Atomistically resolved hot exciton relaxation dynamics in CdSe quantum dots: Experiment and theory

A Ghosh and KY Peng and PJ Brosseau and E Rabani and P Kambhampati, JOURNAL OF CHEMICAL PHYSICS, 163, 104702 (2025).

DOI: 10.1063/5.0272621

Semiconductor quantum dots (QDs) are well known to give rise to a quantum confined structure of excitons. Because of this quantum confinement, new physics of hot exciton relaxation dynamics arises. Decades of work using transient absorption (TA) spectroscopy have yielded initial simple observations, such as estimates of the cooling rate from single pump photon energy experiments.
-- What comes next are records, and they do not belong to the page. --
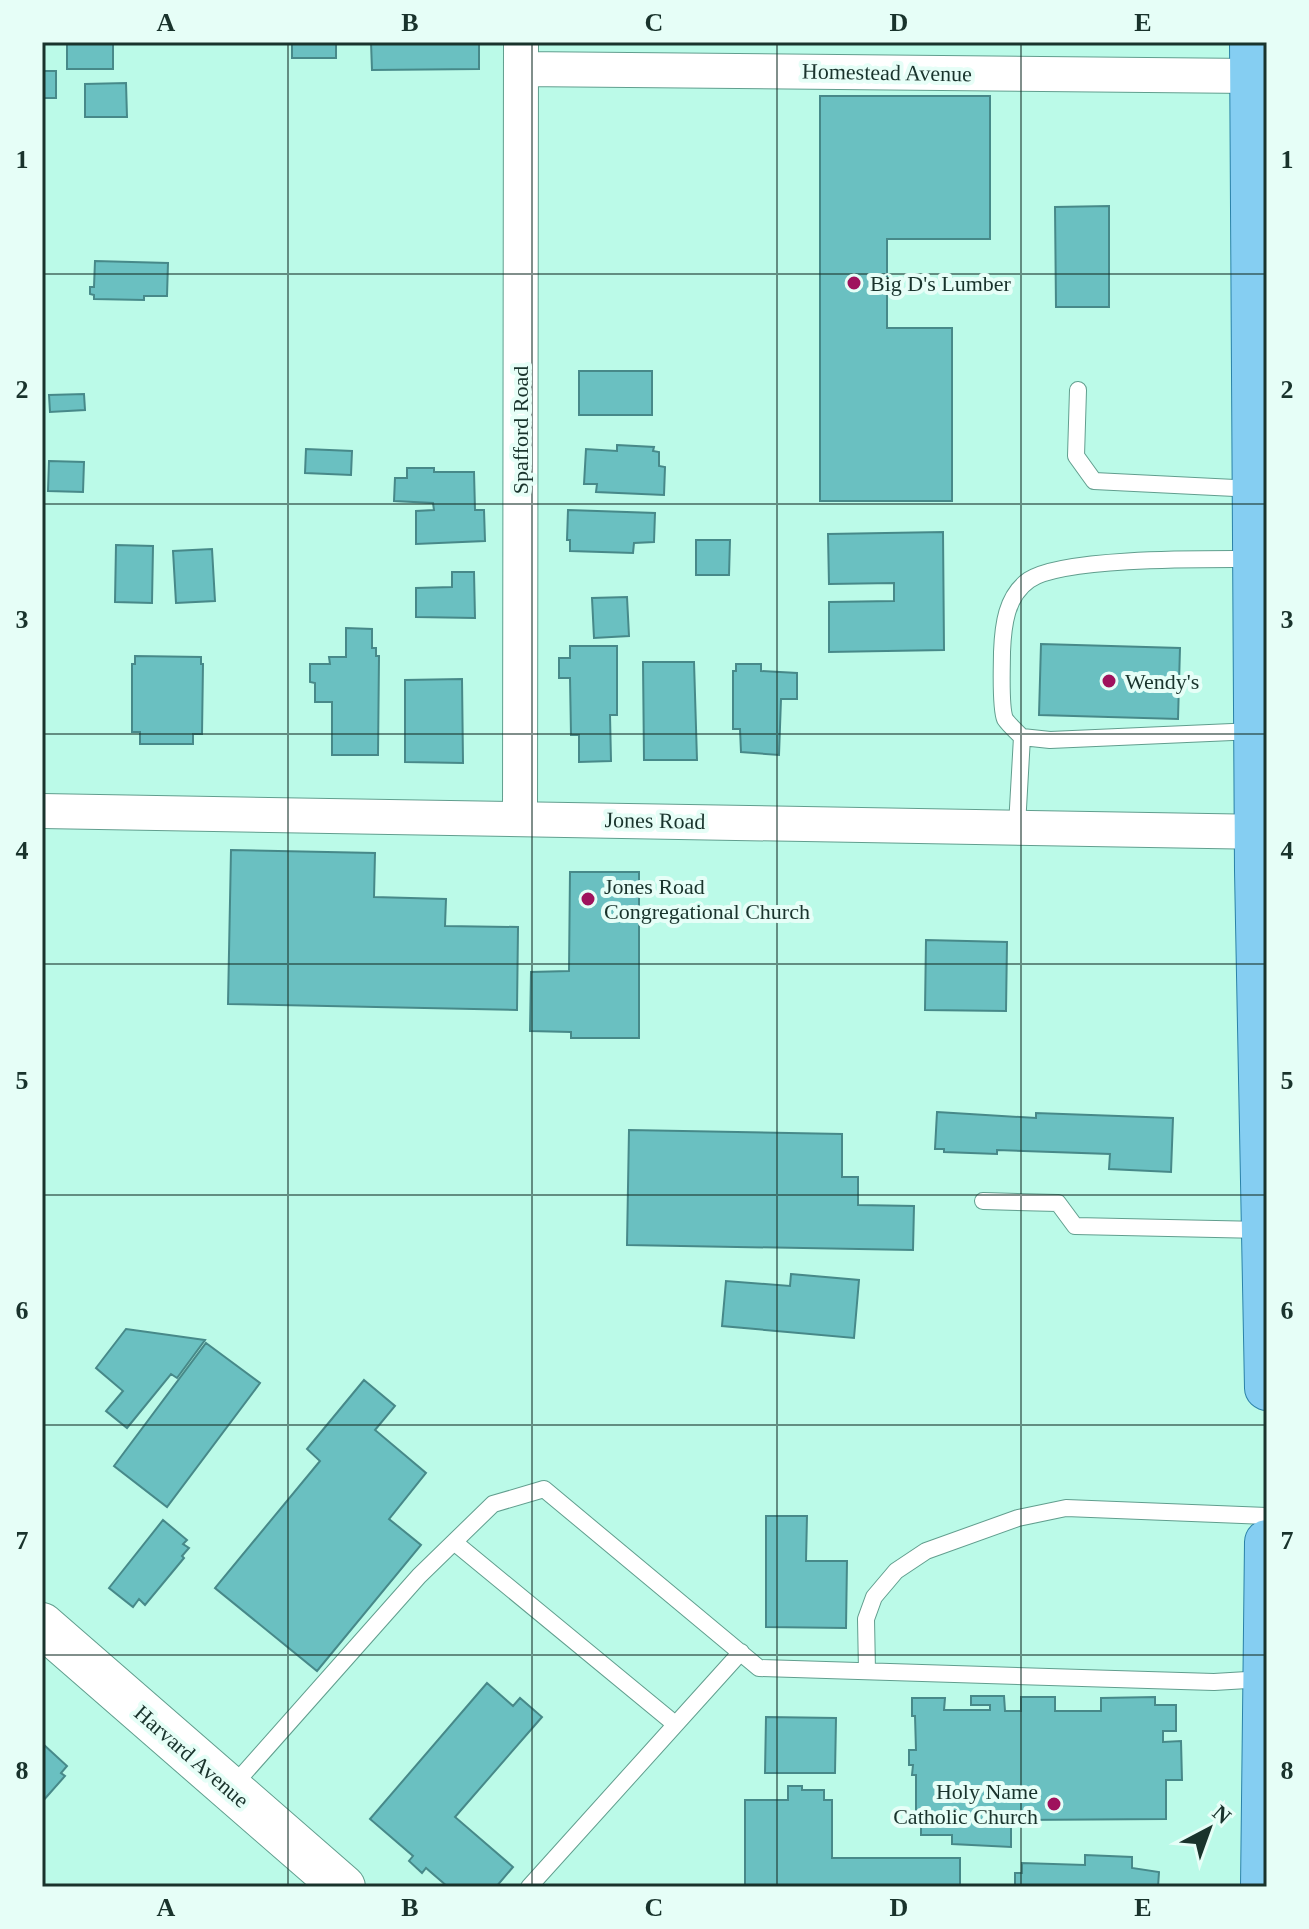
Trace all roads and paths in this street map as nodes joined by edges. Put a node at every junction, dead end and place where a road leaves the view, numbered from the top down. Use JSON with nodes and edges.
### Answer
{"nodes":[{"id":1,"x":521,"y":56,"type":"edge"},
{"id":2,"x":1252,"y":59,"type":"edge"},
{"id":3,"x":1260,"y":199,"type":"edge"},
{"id":4,"x":1078,"y":390,"type":"dead end"},
{"id":5,"x":1261,"y":489,"type":"edge"},
{"id":6,"x":1255,"y":559,"type":"junction"},
{"id":7,"x":1257,"y":731,"type":"junction"},
{"id":8,"x":1022,"y":737,"type":"junction"},
{"id":9,"x":42,"y":811,"type":"edge"},
{"id":10,"x":520,"y":818,"type":"junction"},
{"id":11,"x":1017,"y":826,"type":"junction"},
{"id":12,"x":1262,"y":831,"type":"edge"},
{"id":13,"x":983,"y":1201,"type":"dead end"},
{"id":14,"x":1264,"y":1230,"type":"junction"},
{"id":15,"x":1266,"y":1304,"type":"edge"},
{"id":16,"x":1267,"y":1388,"type":"edge"},
{"id":17,"x":1267,"y":1516,"type":"edge"},
{"id":18,"x":454,"y":1542,"type":"junction"},
{"id":19,"x":1267,"y":1542,"type":"edge"},
{"id":20,"x":42,"y":1625,"type":"edge"},
{"id":21,"x":741,"y":1652,"type":"junction"},
{"id":22,"x":867,"y":1671,"type":"junction"},
{"id":23,"x":1266,"y":1679,"type":"edge"},
{"id":24,"x":675,"y":1724,"type":"junction"},
{"id":25,"x":230,"y":1789,"type":"junction"},
{"id":26,"x":343,"y":1887,"type":"edge"},
{"id":27,"x":529,"y":1887,"type":"edge"},
{"id":28,"x":1263,"y":1887,"type":"edge"}],
"edges":[{"from":1,"to":2,"type":"street","name":"Homestead Avenue"},
{"from":1,"to":10,"type":"street","name":"Spafford Road"},
{"from":2,"to":3,"type":"main road"},
{"from":3,"to":5,"type":"main road"},
{"from":4,"to":5,"type":"lane"},
{"from":5,"to":6,"type":"main road"},
{"from":6,"to":7,"type":"main road"},
{"from":6,"to":8,"type":"lane"},
{"from":7,"to":8,"type":"lane"},
{"from":7,"to":12,"type":"main road"},
{"from":8,"to":11,"type":"lane"},
{"from":9,"to":10,"type":"street","name":"Jones Road"},
{"from":10,"to":11,"type":"street","name":"Jones Road"},
{"from":11,"to":12,"type":"street","name":"Jones Road"},
{"from":12,"to":14,"type":"main road"},
{"from":13,"to":14,"type":"lane"},
{"from":14,"to":15,"type":"main road"},
{"from":15,"to":16,"type":"main road"},
{"from":17,"to":22,"type":"lane"},
{"from":18,"to":21,"type":"lane"},
{"from":18,"to":24,"type":"lane"},
{"from":18,"to":25,"type":"lane"},
{"from":19,"to":23,"type":"main road"},
{"from":20,"to":25,"type":"main road","name":"Harvard Avenue"},
{"from":21,"to":22,"type":"lane"},
{"from":21,"to":24,"type":"lane"},
{"from":22,"to":23,"type":"lane"},
{"from":23,"to":28,"type":"main road"},
{"from":24,"to":27,"type":"lane"},
{"from":25,"to":26,"type":"main road","name":"Harvard Avenue"}]}
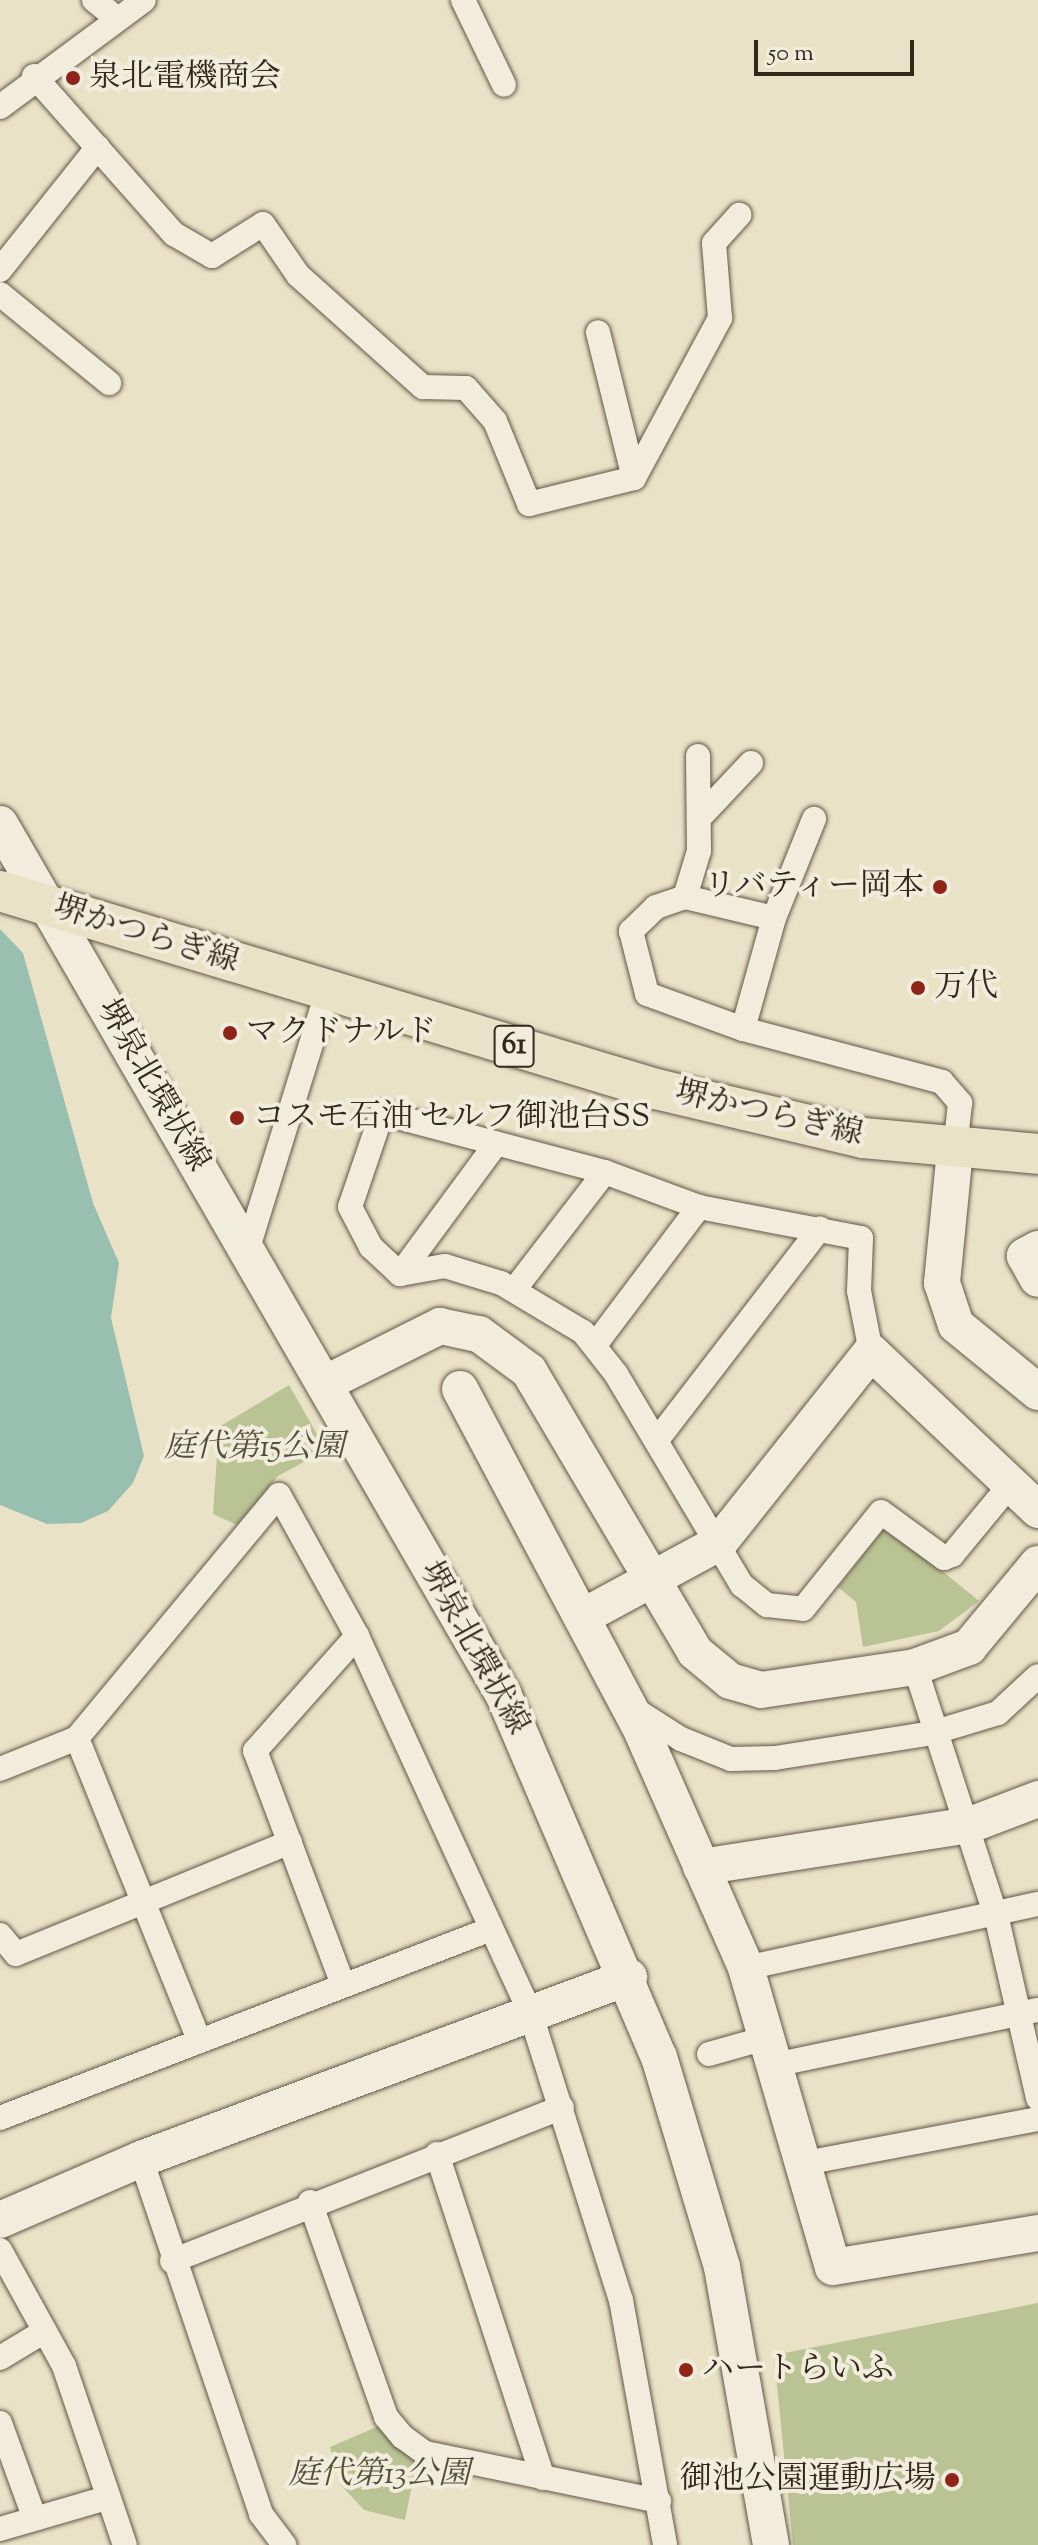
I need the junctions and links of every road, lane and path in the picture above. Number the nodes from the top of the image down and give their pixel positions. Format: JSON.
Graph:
{"nodes":[{"id":1,"x":94,"y":0,"type":"edge"},
{"id":2,"x":144,"y":0,"type":"edge"},
{"id":3,"x":463,"y":0,"type":"edge"},
{"id":4,"x":116,"y":18,"type":"junction"},
{"id":5,"x":34,"y":76,"type":"junction"},
{"id":6,"x":504,"y":85,"type":"dead end"},
{"id":7,"x":0,"y":107,"type":"edge"},
{"id":8,"x":98,"y":147,"type":"junction"},
{"id":9,"x":739,"y":215,"type":"dead end"},
{"id":10,"x":0,"y":270,"type":"edge"},
{"id":11,"x":0,"y":294,"type":"edge"},
{"id":12,"x":598,"y":332,"type":"dead end"},
{"id":13,"x":109,"y":383,"type":"dead end"},
{"id":14,"x":634,"y":478,"type":"junction"},
{"id":15,"x":698,"y":756,"type":"dead end"},
{"id":16,"x":751,"y":763,"type":"dead end"},
{"id":17,"x":703,"y":814,"type":"junction"},
{"id":18,"x":814,"y":819,"type":"dead end"},
{"id":19,"x":0,"y":824,"type":"edge"},
{"id":20,"x":0,"y":891,"type":"edge"},
{"id":21,"x":685,"y":897,"type":"junction"},
{"id":22,"x":49,"y":907,"type":"junction"},
{"id":23,"x":774,"y":918,"type":"junction"},
{"id":24,"x":328,"y":990,"type":"junction"},
{"id":25,"x":743,"y":1029,"type":"junction"},
{"id":26,"x":496,"y":1144,"type":"junction"},
{"id":27,"x":955,"y":1150,"type":"junction"},
{"id":28,"x":1038,"y":1154,"type":"edge"},
{"id":29,"x":605,"y":1172,"type":"junction"},
{"id":30,"x":699,"y":1207,"type":"junction"},
{"id":31,"x":820,"y":1228,"type":"junction"},
{"id":32,"x":1038,"y":1249,"type":"edge"},
{"id":33,"x":247,"y":1251,"type":"junction"},
{"id":34,"x":400,"y":1274,"type":"junction"},
{"id":35,"x":1038,"y":1279,"type":"edge"},
{"id":36,"x":514,"y":1290,"type":"junction"},
{"id":37,"x":595,"y":1345,"type":"junction"},
{"id":38,"x":871,"y":1352,"type":"junction"},
{"id":39,"x":324,"y":1384,"type":"junction"},
{"id":40,"x":460,"y":1389,"type":"dead end"},
{"id":41,"x":1038,"y":1392,"type":"edge"},
{"id":42,"x":657,"y":1440,"type":"junction"},
{"id":43,"x":1009,"y":1486,"type":"junction"},
{"id":44,"x":1038,"y":1510,"type":"edge"},
{"id":45,"x":719,"y":1543,"type":"junction"},
{"id":46,"x":1038,"y":1564,"type":"edge"},
{"id":47,"x":652,"y":1578,"type":"junction"},
{"id":48,"x":582,"y":1617,"type":"junction"},
{"id":49,"x":357,"y":1636,"type":"junction"},
{"id":50,"x":915,"y":1667,"type":"junction"},
{"id":51,"x":1038,"y":1676,"type":"edge"},
{"id":52,"x":629,"y":1705,"type":"junction"},
{"id":53,"x":932,"y":1733,"type":"junction"},
{"id":54,"x":77,"y":1738,"type":"junction"},
{"id":55,"x":0,"y":1769,"type":"edge"},
{"id":56,"x":1038,"y":1799,"type":"edge"},
{"id":57,"x":970,"y":1825,"type":"junction"},
{"id":58,"x":290,"y":1842,"type":"junction"},
{"id":59,"x":701,"y":1867,"type":"junction"},
{"id":60,"x":142,"y":1901,"type":"junction"},
{"id":61,"x":1038,"y":1904,"type":"edge"},
{"id":62,"x":997,"y":1919,"type":"junction"},
{"id":63,"x":491,"y":1929,"type":"junction"},
{"id":64,"x":0,"y":1935,"type":"edge"},
{"id":65,"x":746,"y":1968,"type":"junction"},
{"id":66,"x":629,"y":1977,"type":"junction"},
{"id":67,"x":342,"y":1982,"type":"junction"},
{"id":68,"x":1029,"y":2013,"type":"edge"},
{"id":69,"x":531,"y":2015,"type":"junction"},
{"id":70,"x":198,"y":2038,"type":"junction"},
{"id":71,"x":770,"y":2052,"type":"junction"},
{"id":72,"x":709,"y":2054,"type":"dead end"},
{"id":73,"x":1038,"y":2098,"type":"edge"},
{"id":74,"x":562,"y":2107,"type":"junction"},
{"id":75,"x":0,"y":2118,"type":"edge"},
{"id":76,"x":1038,"y":2119,"type":"edge"},
{"id":77,"x":437,"y":2154,"type":"junction"},
{"id":78,"x":141,"y":2159,"type":"junction"},
{"id":79,"x":805,"y":2163,"type":"junction"},
{"id":80,"x":310,"y":2202,"type":"junction"},
{"id":81,"x":0,"y":2220,"type":"edge"},
{"id":82,"x":1038,"y":2233,"type":"edge"},
{"id":83,"x":0,"y":2250,"type":"edge"},
{"id":84,"x":172,"y":2261,"type":"junction"},
{"id":85,"x":45,"y":2331,"type":"junction"},
{"id":86,"x":0,"y":2358,"type":"edge"},
{"id":87,"x":0,"y":2423,"type":"edge"},
{"id":88,"x":543,"y":2478,"type":"junction"},
{"id":89,"x":107,"y":2498,"type":"junction"},
{"id":90,"x":659,"y":2501,"type":"junction"},
{"id":91,"x":35,"y":2519,"type":"junction"},
{"id":92,"x":0,"y":2529,"type":"edge"},
{"id":93,"x":125,"y":2545,"type":"edge"},
{"id":94,"x":284,"y":2545,"type":"edge"},
{"id":95,"x":665,"y":2545,"type":"edge"},
{"id":96,"x":771,"y":2545,"type":"edge"}],
"edges":[{"from":1,"to":4,"type":"street"},
{"from":2,"to":4,"type":"street"},
{"from":3,"to":6,"type":"street"},
{"from":4,"to":5,"type":"street"},
{"from":5,"to":7,"type":"street"},
{"from":5,"to":8,"type":"street"},
{"from":8,"to":10,"type":"street"},
{"from":8,"to":14,"type":"street"},
{"from":9,"to":14,"type":"street"},
{"from":11,"to":13,"type":"street"},
{"from":12,"to":14,"type":"street"},
{"from":15,"to":17,"type":"street"},
{"from":16,"to":17,"type":"street"},
{"from":17,"to":21,"type":"street"},
{"from":18,"to":23,"type":"street"},
{"from":19,"to":22,"type":"street","name":"堺泉北環状線"},
{"from":20,"to":22,"type":"main road","name":"堺かつらぎ線","number":"61"},
{"from":21,"to":23,"type":"street"},
{"from":21,"to":25,"type":"street"},
{"from":22,"to":24,"type":"main road","name":"堺かつらぎ線","number":"61"},
{"from":22,"to":33,"type":"street","name":"堺泉北環状線"},
{"from":23,"to":25,"type":"street"},
{"from":24,"to":27,"type":"main road","name":"堺かつらぎ線","number":"61"},
{"from":24,"to":33,"type":"street"},
{"from":25,"to":27,"type":"street"},
{"from":26,"to":29,"type":"street"},
{"from":26,"to":34,"type":"street"},
{"from":26,"to":34,"type":"street"},
{"from":27,"to":28,"type":"main road","name":"堺かつらぎ線","number":"61"},
{"from":27,"to":41,"type":"street"},
{"from":29,"to":30,"type":"street"},
{"from":29,"to":36,"type":"street"},
{"from":30,"to":31,"type":"street"},
{"from":30,"to":37,"type":"street"},
{"from":31,"to":38,"type":"street"},
{"from":31,"to":42,"type":"street"},
{"from":32,"to":35,"type":"street"},
{"from":33,"to":39,"type":"street","name":"堺泉北環状線"},
{"from":34,"to":36,"type":"street"},
{"from":36,"to":37,"type":"street"},
{"from":37,"to":42,"type":"street"},
{"from":38,"to":43,"type":"street"},
{"from":38,"to":45,"type":"street"},
{"from":39,"to":47,"type":"street"},
{"from":39,"to":66,"type":"street","name":"堺泉北環状線"},
{"from":40,"to":48,"type":"street"},
{"from":42,"to":45,"type":"street"},
{"from":43,"to":44,"type":"street"},
{"from":43,"to":45,"type":"street"},
{"from":45,"to":47,"type":"street"},
{"from":46,"to":50,"type":"street"},
{"from":47,"to":48,"type":"street"},
{"from":47,"to":50,"type":"street"},
{"from":48,"to":52,"type":"street"},
{"from":49,"to":54,"type":"street"},
{"from":49,"to":58,"type":"street"},
{"from":49,"to":63,"type":"street"},
{"from":50,"to":53,"type":"street"},
{"from":51,"to":53,"type":"street"},
{"from":52,"to":53,"type":"street"},
{"from":52,"to":59,"type":"street"},
{"from":53,"to":57,"type":"street"},
{"from":54,"to":55,"type":"street"},
{"from":54,"to":60,"type":"street"},
{"from":56,"to":57,"type":"street"},
{"from":57,"to":59,"type":"street"},
{"from":57,"to":62,"type":"street"},
{"from":58,"to":60,"type":"street"},
{"from":58,"to":67,"type":"street"},
{"from":59,"to":65,"type":"street"},
{"from":60,"to":64,"type":"street"},
{"from":60,"to":70,"type":"street"},
{"from":61,"to":62,"type":"street"},
{"from":62,"to":65,"type":"street"},
{"from":62,"to":68,"type":"street"},
{"from":63,"to":67,"type":"street"},
{"from":63,"to":69,"type":"street"},
{"from":65,"to":71,"type":"street"},
{"from":66,"to":69,"type":"street"},
{"from":66,"to":96,"type":"street","name":"堺泉北環状線"},
{"from":67,"to":70,"type":"street"},
{"from":68,"to":71,"type":"street"},
{"from":68,"to":73,"type":"street"},
{"from":69,"to":74,"type":"street"},
{"from":69,"to":78,"type":"street"},
{"from":70,"to":75,"type":"street"},
{"from":71,"to":72,"type":"street"},
{"from":71,"to":79,"type":"street"},
{"from":74,"to":77,"type":"street"},
{"from":74,"to":90,"type":"street"},
{"from":76,"to":79,"type":"street"},
{"from":77,"to":80,"type":"street"},
{"from":77,"to":88,"type":"street"},
{"from":78,"to":81,"type":"street"},
{"from":78,"to":84,"type":"street"},
{"from":79,"to":82,"type":"street"},
{"from":80,"to":84,"type":"street"},
{"from":80,"to":88,"type":"street"},
{"from":83,"to":85,"type":"street"},
{"from":84,"to":94,"type":"street"},
{"from":85,"to":86,"type":"street"},
{"from":85,"to":89,"type":"street"},
{"from":87,"to":91,"type":"street"},
{"from":88,"to":90,"type":"street"},
{"from":89,"to":91,"type":"street"},
{"from":89,"to":93,"type":"street"},
{"from":90,"to":95,"type":"street"},
{"from":91,"to":92,"type":"street"}]}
More detailed TA experiments employed variable pump photon energies to measure excitonic state-resolved transition rates. These TA measurements, usually the simplest form, have been employed to characterize QDs and their relaxation dynamics to this day. Yet, these TA measurements are fundamentally lacking in their ability to measure energy-resolved hot exciton cooling, which requires observation of the full cooling history through the real excitonic manifold. Here, we employ coherent multi- dimensional spectroscopy (CMDS) to perform an atomistically directed study of hot exciton cooling in CdSe QDs, revealing energy resolved relaxation dynamics. CMDS experiments are compared with simulations and prior TA measurements and simpler theories. Our findings reveal a hot exciton relaxation dynamics landscape. This relaxation dynamics landscape is a linear or sub-linear function of excess energy for different structures of QDs, with a strong size dependence. Our model simulations parameterized by the empirical pseudopotential model reproduces the experimental functional form and the dependence upon QD diameter and shell.